I hope so, too. We owed them, after all. I only heard about the rice drops, as I was far away by then.

Danny.

Icare9
1st Nov 2017, 18:59
B48N: You probably already know this but maybe others will find a little ineterest..
Air Commodore Peter Merriman - obituary - Telegraph (http://www.telegraph.co.uk/news/obituaries/10514050/Air-Commodore-Peter-Merriman-obituary.html)

olympus
4th Nov 2017, 16:27
As the thread has been quiet for a few days, could I take the opportunity to recommend a book which I have just finished which, apart from the 'in WW II' bit, captures the spirit of the thread completely.

The book is entitled 'Flight Cadet' by Rutherford M Hancock, a New Zealander who was one of the first RNZAF cadets to be sent for training at Cranwell. (The RAF had many New Zealanders serving but Hank Hancock was one of the first two cadets from the RNZAF).

Lots of the detail so beloved by Ppruners both of the training and cadet life at Cranwell and of life generally in the UK in the early fifties. He must have kept a diary or written it contemporaneously as it is full of names, places and dates.

Very readable and highly recommended!

thegypsy
4th Nov 2017, 20:03
Off topic completely but a WW11 story.

For the first three years of WW11 my father was a Flying Instructor on Oxfords at RAF South Cerney ending up Flight Commander of C Flight. Came across this letter whilst sorting out some papers having moved house.

On a day when he was not in the office a Polish Pilot who he had been teaching dropped in to say goodbye but he was not there so he wrote to my father as follows on 28th August 1941

Dear Flt Lt Sir

Forgive me please for writing this letter to you. Because I want to say you good Baye and good luck Sir.

I am very sorry I did not say when I was leaving station.

But it was impossible because you have not been in flight in your office.

But by the letter I say you very much thanks to you Sir and I wish to myself to have always Flight Commander a like you Sir because really you was like you Sir because really you was like Father for us. I do like you very much Sir.

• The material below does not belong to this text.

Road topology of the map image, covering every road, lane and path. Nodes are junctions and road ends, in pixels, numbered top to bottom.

I will never forget this school and my Flt Lt Mr so yet ones many thanks for you Sir and everything what did you for me Sir when I have been in that school. Let God keep you always safety for whole your life and let your life it will always happy.

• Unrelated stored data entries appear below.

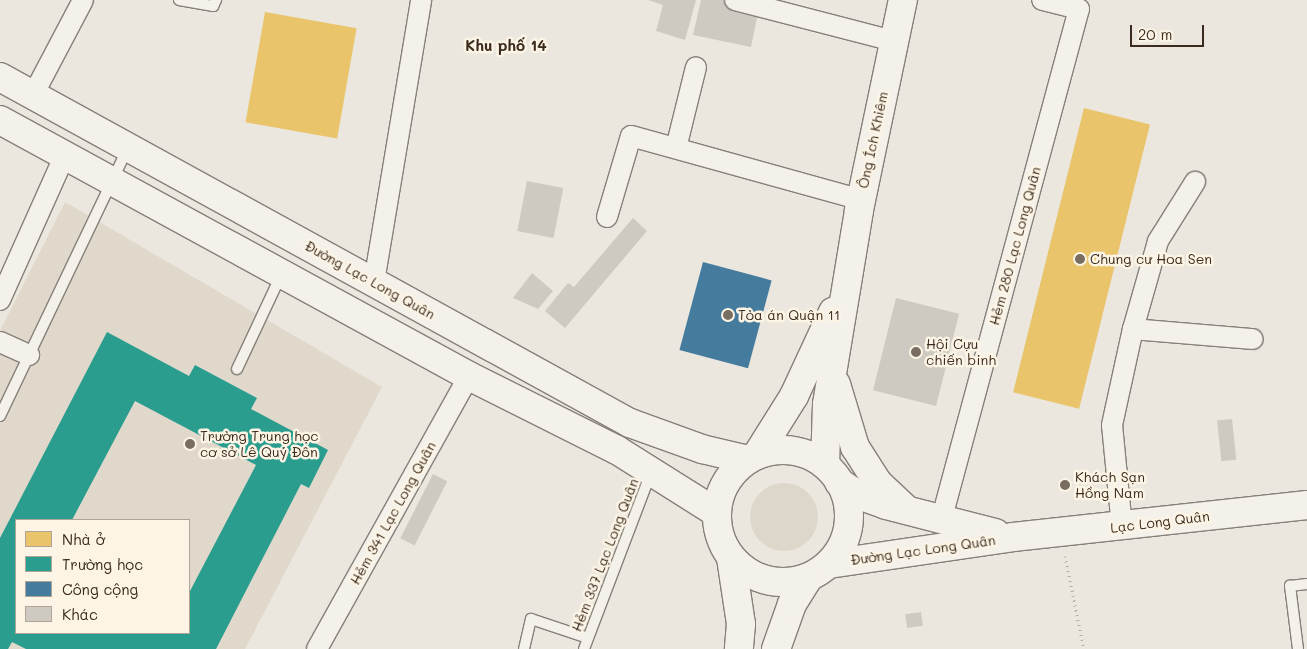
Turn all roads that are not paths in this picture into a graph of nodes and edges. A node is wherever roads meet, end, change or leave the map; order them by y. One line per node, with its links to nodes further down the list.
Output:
1 (83, 0): 11 (street)
2 (178, 0): 3 (lane)
3 (216, 0)
4 (421, 0): 23 (street)
5 (735, 0): 8 (street)
6 (903, 0): 8 (main road, Ông Ích Khiêm)
7 (1042, 0): 39 (street, Hẻm 280 Lạc Long Quân)
8 (894, 41): 18 (main road, Ông Ích Khiêm)
9 (696, 67): 14 (street)
10 (0, 77): 11 (main road, Đường Lạc Long Quân)
11 (33, 95): 13 (main road, Đường Lạc Long Quân)
12 (0, 120): 15 (main road)
13 (128, 147): 16 (lane); 23 (main road, Đường Lạc Long Quân)
14 (676, 148): 18 (street); 19 (street)
15 (65, 155): 16 (main road); 20 (street)
16 (112, 181): 21 (main road); 28 (lane)
17 (1195, 182): 25 (street)
18 (860, 200): 22 (main road, Ông Ích Khiêm)
19 (607, 217)
20 (5, 274): 24 (street)
21 (282, 274): 29 (lane); 31 (main road)
22 (847, 281): 30 (main road); 33 (main road)
23 (374, 282): 33 (main road, Đường Lạc Long Quân)
24 (0, 300)
25 (1133, 329): 26 (street); 40 (street)
26 (1253, 339)
27 (0, 342): 28 (street)
28 (29, 355): 32 (lane)
29 (237, 369)
30 (834, 375): 35 (main road); 37 (main road)
31 (469, 376): 34 (main road); 46 (street, Hẻm 341 Lạc Long Quân)
32 (0, 416)
33 (752, 458): 35 (main road); 38 (main road)
34 (652, 470): 38 (main road); 45 (lane, Hẻm 337 Lạc Long Quân)
35 (832, 474): 37 (main road, Đường Lạc Long Quân); 43 (main road)
36 (1307, 505): 40 (main road, Lạc Long Quân)
37 (909, 511): 39 (main road, Đường Lạc Long Quân)
38 (717, 513): 42 (main road)
39 (941, 521): 41 (main road, Đường Lạc Long Quân)
40 (1122, 527): 41 (main road, Lạc Long Quân)
41 (1013, 537): 43 (main road, Đường Lạc Long Quân)
42 (732, 558): 43 (main road); 49 (main road)
43 (818, 571): 50 (main road)
44 (1307, 584): 51 (lane)
45 (588, 638): 47 (lane); 48 (lane, Hẻm 337 Lạc Long Quân)
46 (317, 649)
47 (524, 649)
48 (584, 649)
49 (739, 649)
50 (776, 649)
51 (1298, 649)

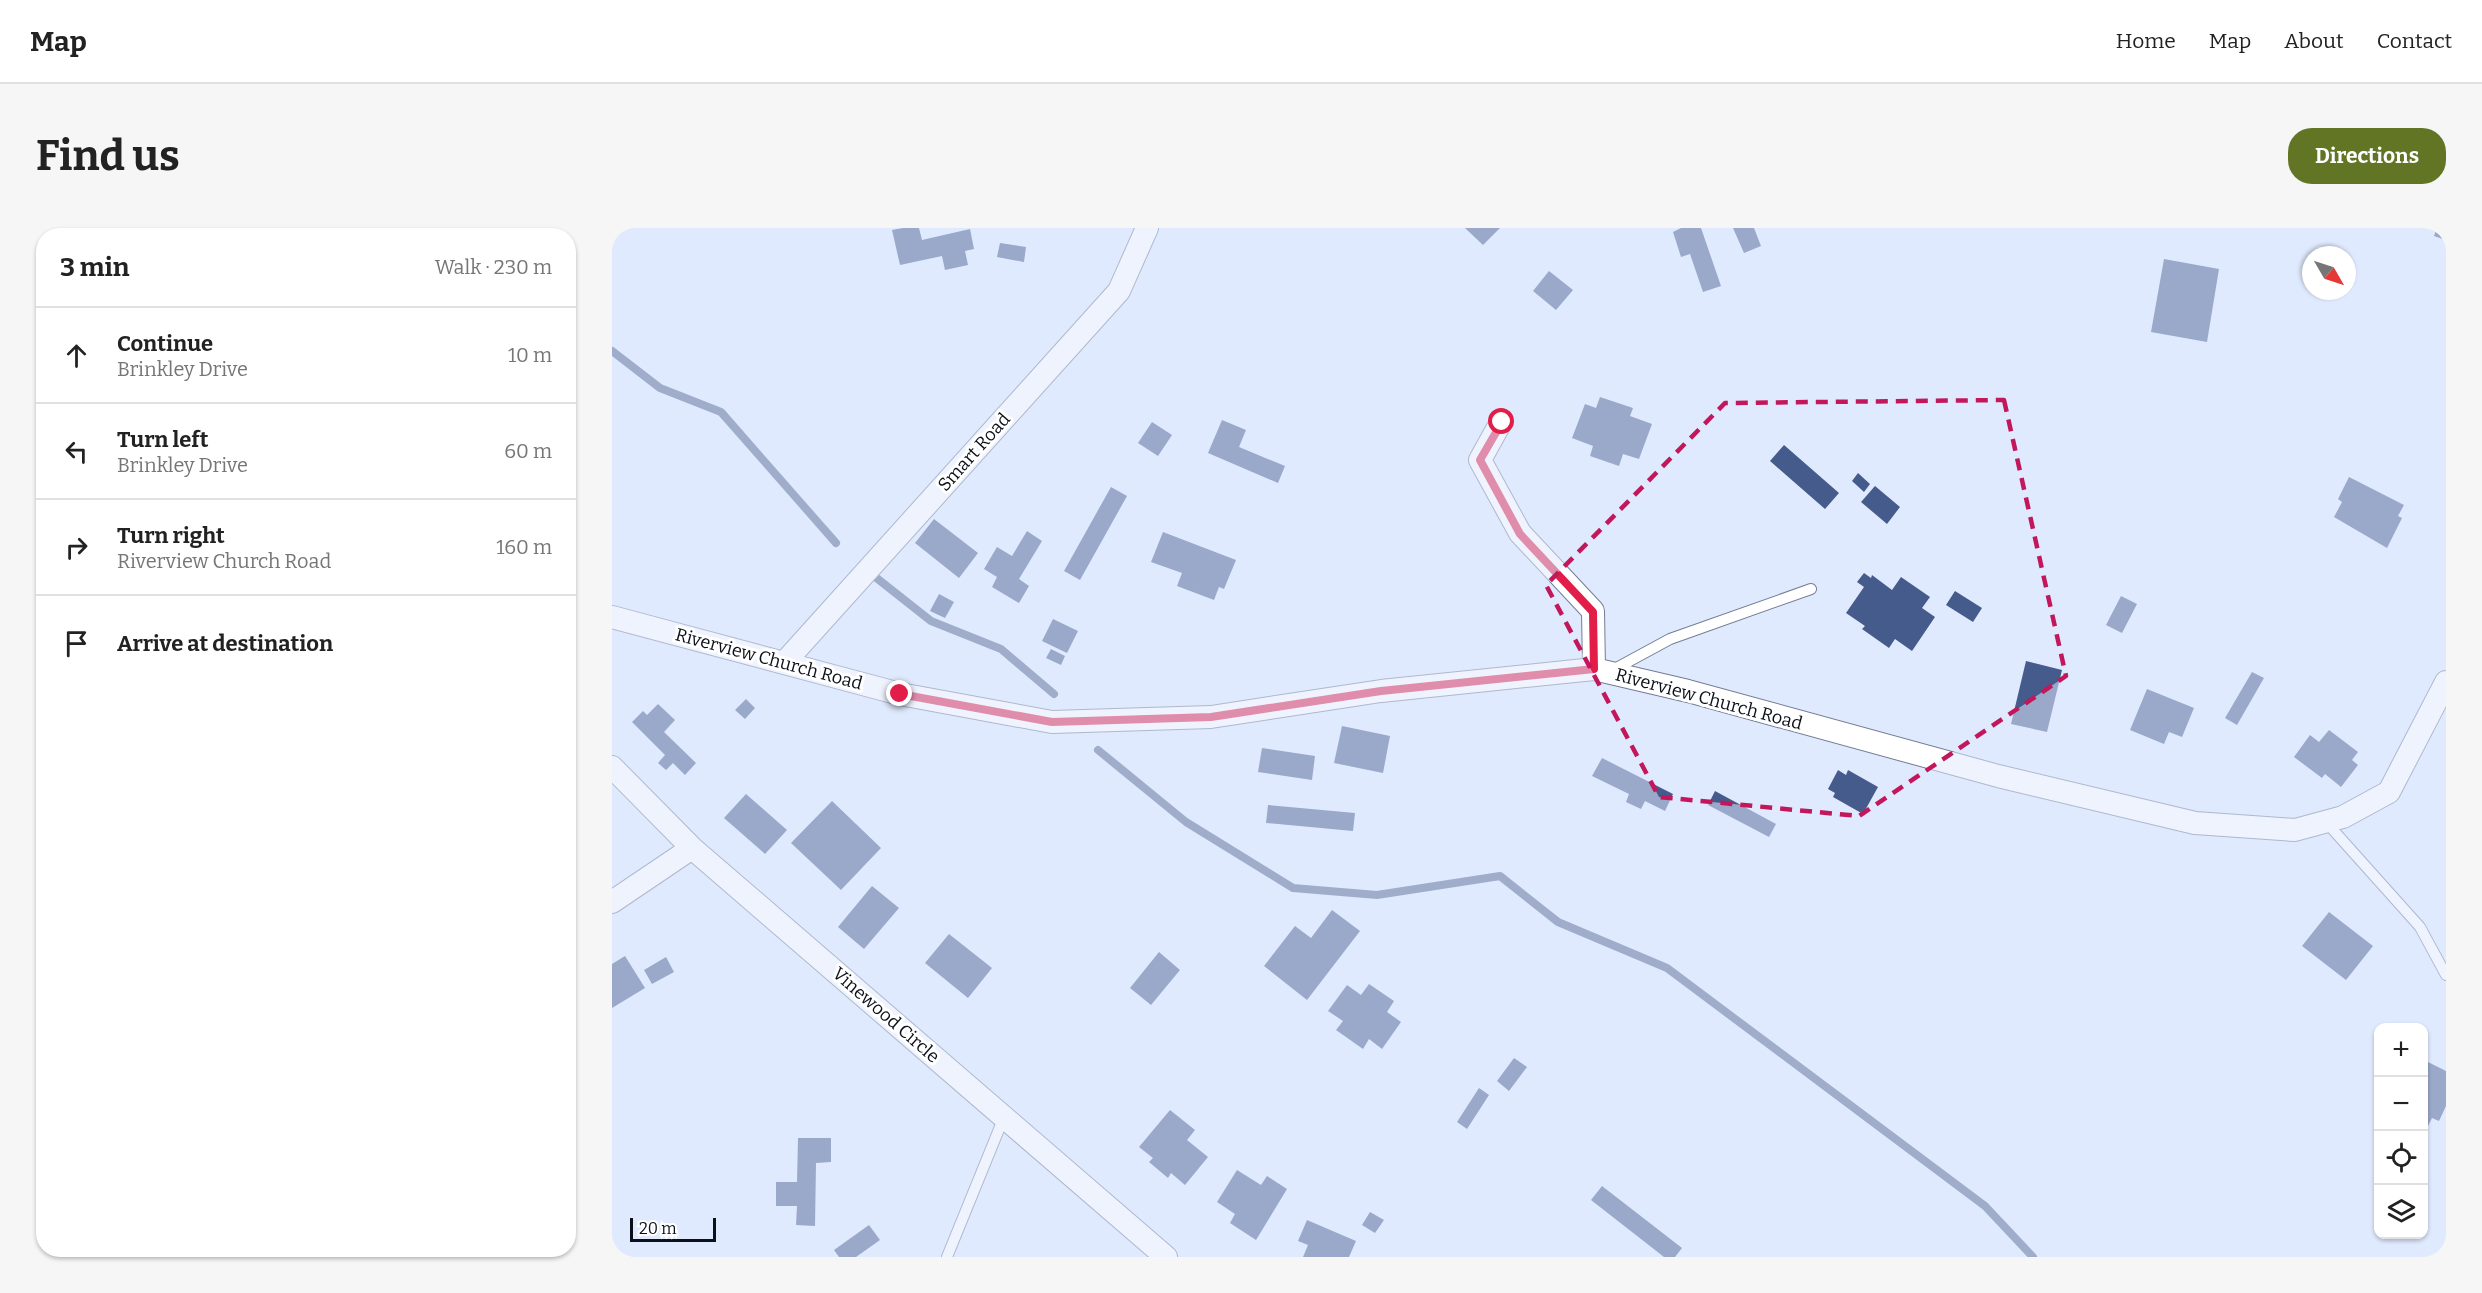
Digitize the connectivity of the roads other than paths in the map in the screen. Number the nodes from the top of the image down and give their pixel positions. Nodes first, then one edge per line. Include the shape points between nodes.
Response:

But never sad that is wishes from one of your pupils from last course.

I am very sorry7 if something in this letter is no good English. With hoping you will always happy Sir!

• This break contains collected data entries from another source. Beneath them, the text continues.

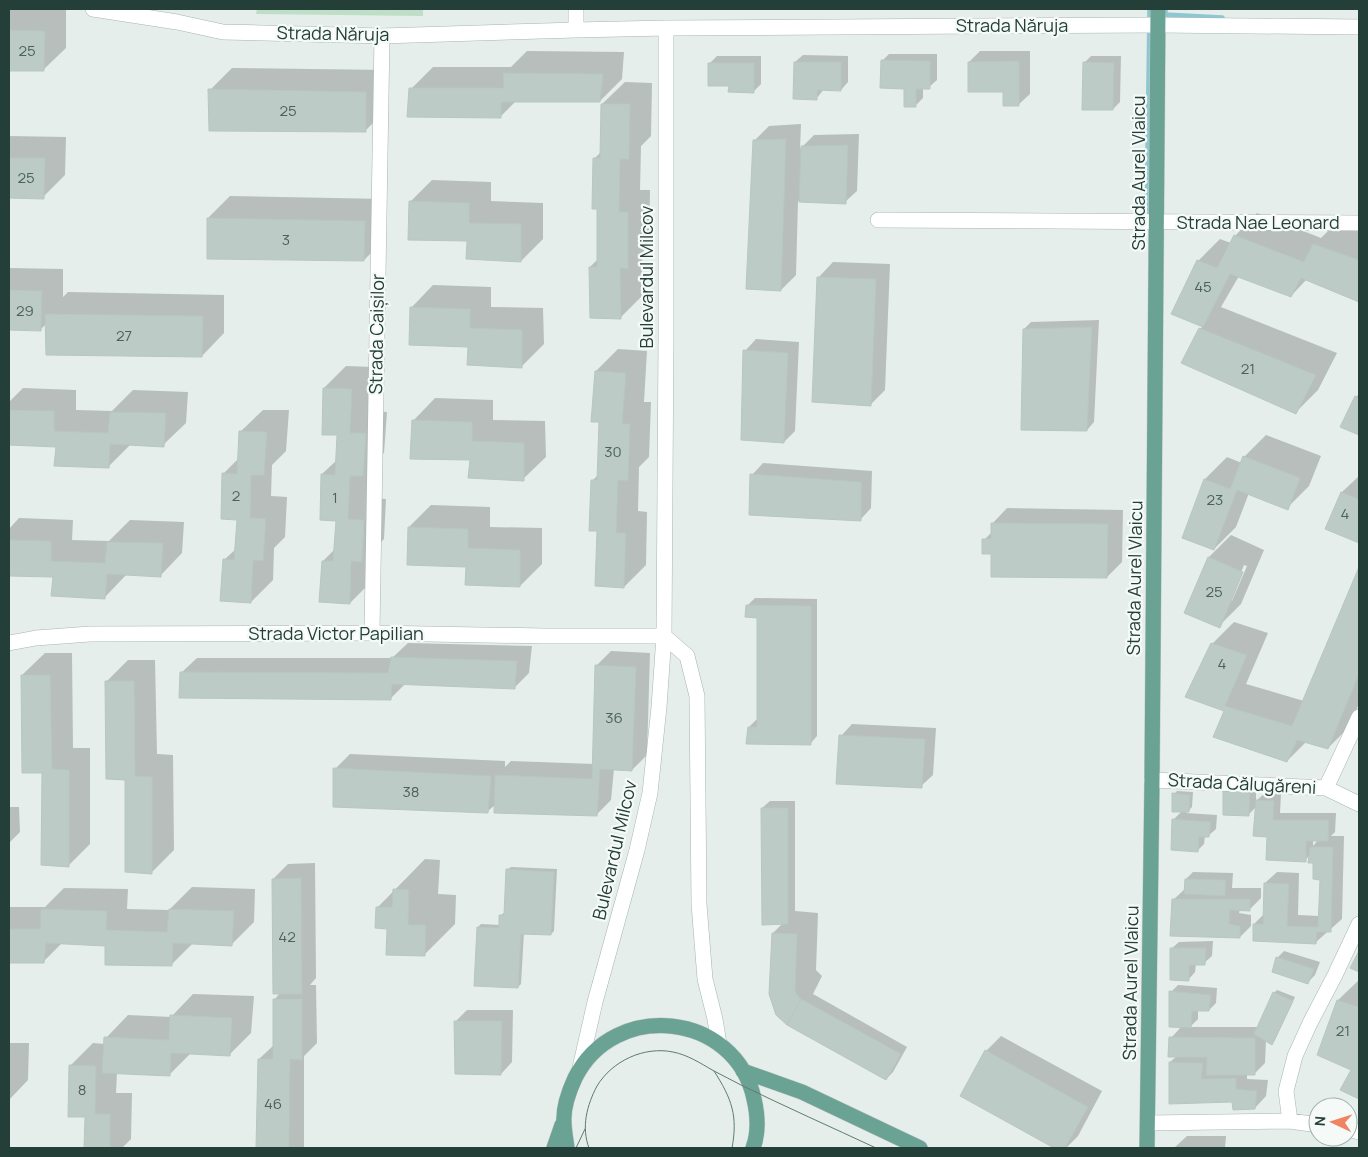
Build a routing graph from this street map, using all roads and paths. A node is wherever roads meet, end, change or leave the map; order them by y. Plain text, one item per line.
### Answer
1 (93, 9) edge
2 (576, 9) edge
3 (1158, 9) edge
4 (1158, 25) junction
5 (1359, 27) edge
6 (666, 28) junction
7 (576, 30) junction
8 (382, 36) junction
9 (878, 220) dead end
10 (1157, 222) junction
11 (1359, 223) edge
12 (372, 633) junction
13 (664, 636) junction
14 (9, 643) edge
15 (1359, 717) edge
16 (1152, 780) junction
17 (1326, 788) junction
18 (1359, 804) edge
19 (1359, 924) edge
20 (719, 1044) junction
21 (580, 1068) junction
22 (743, 1071) junction
23 (564, 1121) junction
24 (1290, 1122) junction
25 (1148, 1123) junction
26 (1308, 1124) edge
27 (554, 1148) edge
28 (567, 1148) edge
29 (753, 1148) edge
30 (920, 1148) edge
31 (1146, 1148) edge

1 - 8 street, Strada Năruja
2 - 7 street
3 - 4 main road, Strada Aurel Vlaicu
4 - 5 street, Strada Năruja
4 - 6 street, Strada Năruja
4 - 10 main road, Strada Aurel Vlaicu
6 - 7 street
6 - 13 street, Bulevardul Milcov
7 - 8 street, Strada Năruja
8 - 12 street, Strada Caișilor
9 - 10 street, Strada Nae Leonard
10 - 11 street, Strada Nae Leonard
10 - 16 main road, Strada Aurel Vlaicu
12 - 13 street, Strada Victor Papilian
12 - 14 street, Strada Victor Papilian
13 - 20 street
13 - 21 street, Bulevardul Milcov
15 - 17 street
16 - 17 street, Strada Călugăreni
16 - 25 main road, Strada Aurel Vlaicu
17 - 18 street, Strada Călugăreni
19 - 24 street
20 - 21 main road
20 - 22 main road
21 - 23 main road
22 - 29 main road
22 - 30 main road
23 - 27 main road
23 - 28 main road
24 - 25 street
24 - 26 street
25 - 31 main road, Strada Aurel Vlaicu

Yours sincerely Polish pupil Waclaw Niezrecki

I did a bit of research and found he survived the war ending up with DFM and AFC and Flt Lt and in 1953 was on Meteor 7's as Master Pilot.

He was in 301 Squadron and was a Wellington Co Pilot involved in a crash 16th Jan 1942 on return from Hamburg and also 27/28 April 1942 again as co pilot crash landed back due flap damage. His No was 782373 No idea what he did in war after these two crashes.

Ian Burgess-Barber
4th Nov 2017, 20:33
The contribution made by the Polish and and Czech pilots should never be forgotten, especially for their sterling performance in the BOB. My father's primary instructor at 3 EFTS in June 1942 was a F/O Meretinsky. I have never been able to learn anything about him - would love to know his story.

Ian BB

thegypsy
5th Nov 2017, 09:16
Further to my earlier post re Flight Sgt Niezrecki. I notice he was a co pilot in the Jan 1942 incident and three moths later he was still a co pilot in the end of April 1942 incident.

I mention this as my Uncle was the sole pilot in his Wellington from No 40 Squadron which came down in the sea off Wilhelmshaven also in Jan 1942.

When exactly did the RAF go to single pilot operation on Bombers? Apart of course using second dickeys for them to get experience before being let loose on their own something which I believe all pilots had to do initially.

Correction Just noticed my Uncle did have a co pilot so above question is pertinent.